> DATA PROVIDED:
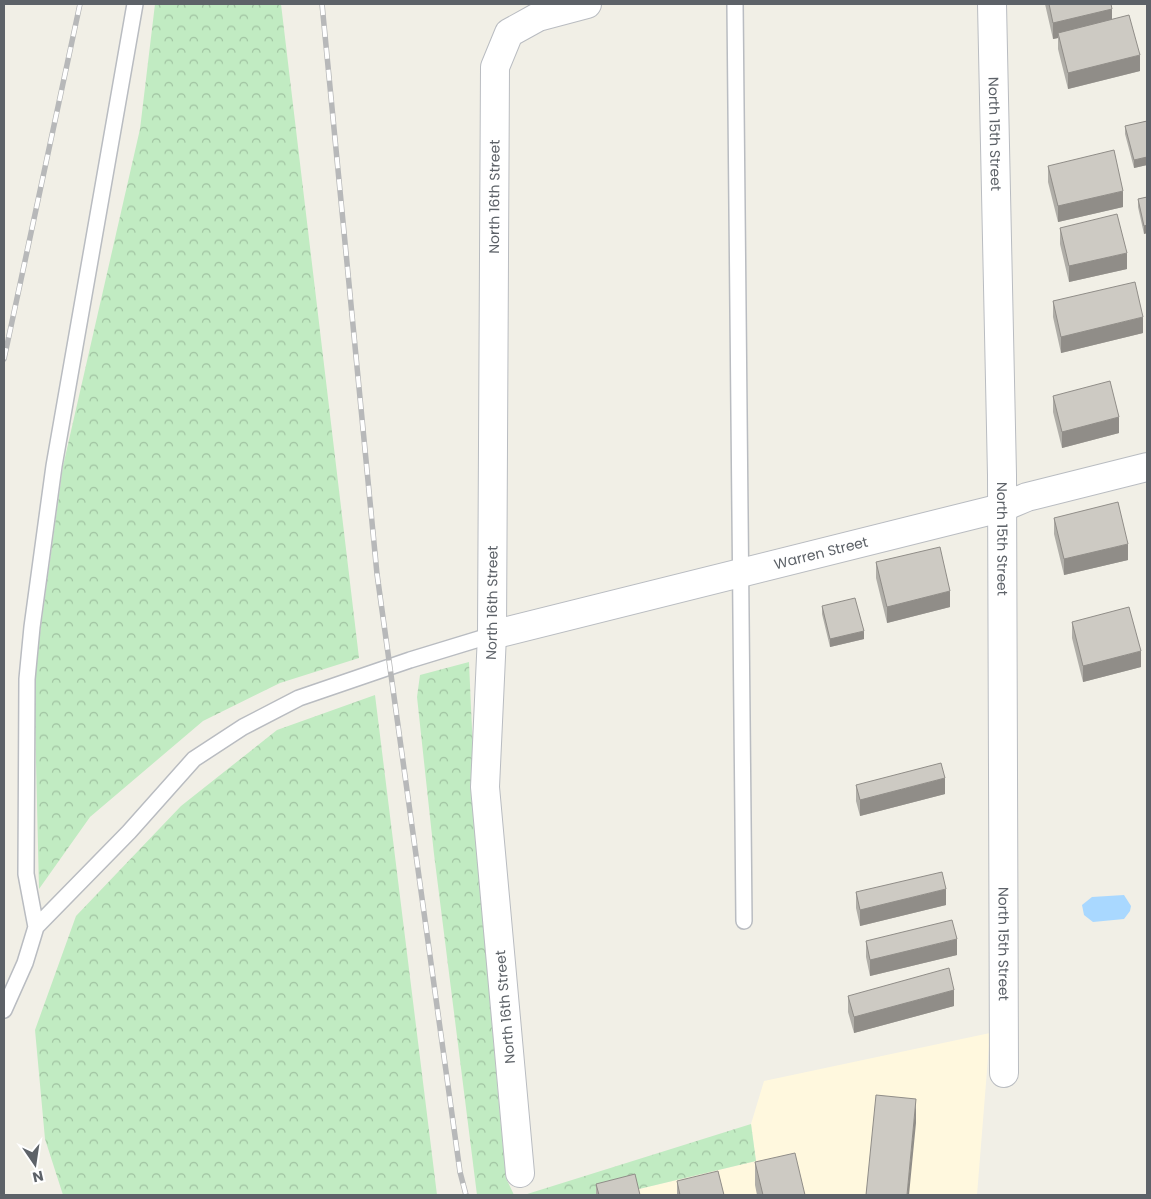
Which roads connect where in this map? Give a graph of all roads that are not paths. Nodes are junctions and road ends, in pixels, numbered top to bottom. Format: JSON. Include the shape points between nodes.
{"nodes":[{"id":1,"x":135,"y":4,"type":"edge"},
{"id":2,"x":587,"y":4,"type":"edge"},
{"id":3,"x":736,"y":4,"type":"edge"},
{"id":4,"x":992,"y":4,"type":"edge"},
{"id":5,"x":1147,"y":467,"type":"edge"},
{"id":6,"x":1001,"y":508,"type":"junction"},
{"id":7,"x":741,"y":572,"type":"junction"},
{"id":8,"x":492,"y":635,"type":"junction"},
{"id":9,"x":744,"y":921,"type":"dead end"},
{"id":10,"x":36,"y":927,"type":"junction"},
{"id":11,"x":4,"y":1010,"type":"edge"},
{"id":12,"x":1004,"y":1074,"type":"dead end"},
{"id":13,"x":520,"y":1173,"type":"dead end"}],
"edges":[{"from":1,"to":10,"type":"lane","via":[[54,466],[32,628],[27,678],[26,874]]},
{"from":2,"to":8,"type":"street","name":"North 16th Street","via":[[538,17],[510,34],[496,67]]},
{"from":3,"to":7,"type":"lane"},
{"from":4,"to":6,"type":"street","name":"North 15th Street"},
{"from":5,"to":6,"type":"street","name":"Warren Street","via":[[1027,497]]},
{"from":6,"to":7,"type":"street","name":"Warren Street"},
{"from":6,"to":12,"type":"street","name":"North 15th Street"},
{"from":7,"to":8,"type":"street","name":"Warren Street"},
{"from":7,"to":9,"type":"lane"},
{"from":8,"to":10,"type":"lane","via":[[299,698],[243,727],[194,759],[130,832]]},
{"from":8,"to":13,"type":"street","name":"North 16th Street","via":[[485,787]]},
{"from":10,"to":11,"type":"lane","via":[[25,963]]}]}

> EXERCISE AIM: Find the lines above holding the word "lane" and show them.

> EXPECTED ANSWER:
"edges":[{"from":1,"to":10,"type":"lane","via":[[54,466],[32,628],[27,678],[26,874]]},
{"from":3,"to":7,"type":"lane"},
{"from":7,"to":9,"type":"lane"},
{"from":8,"to":10,"type":"lane","via":[[299,698],[243,727],[194,759],[130,832]]},
{"from":10,"to":11,"type":"lane","via":[[25,963]]}]}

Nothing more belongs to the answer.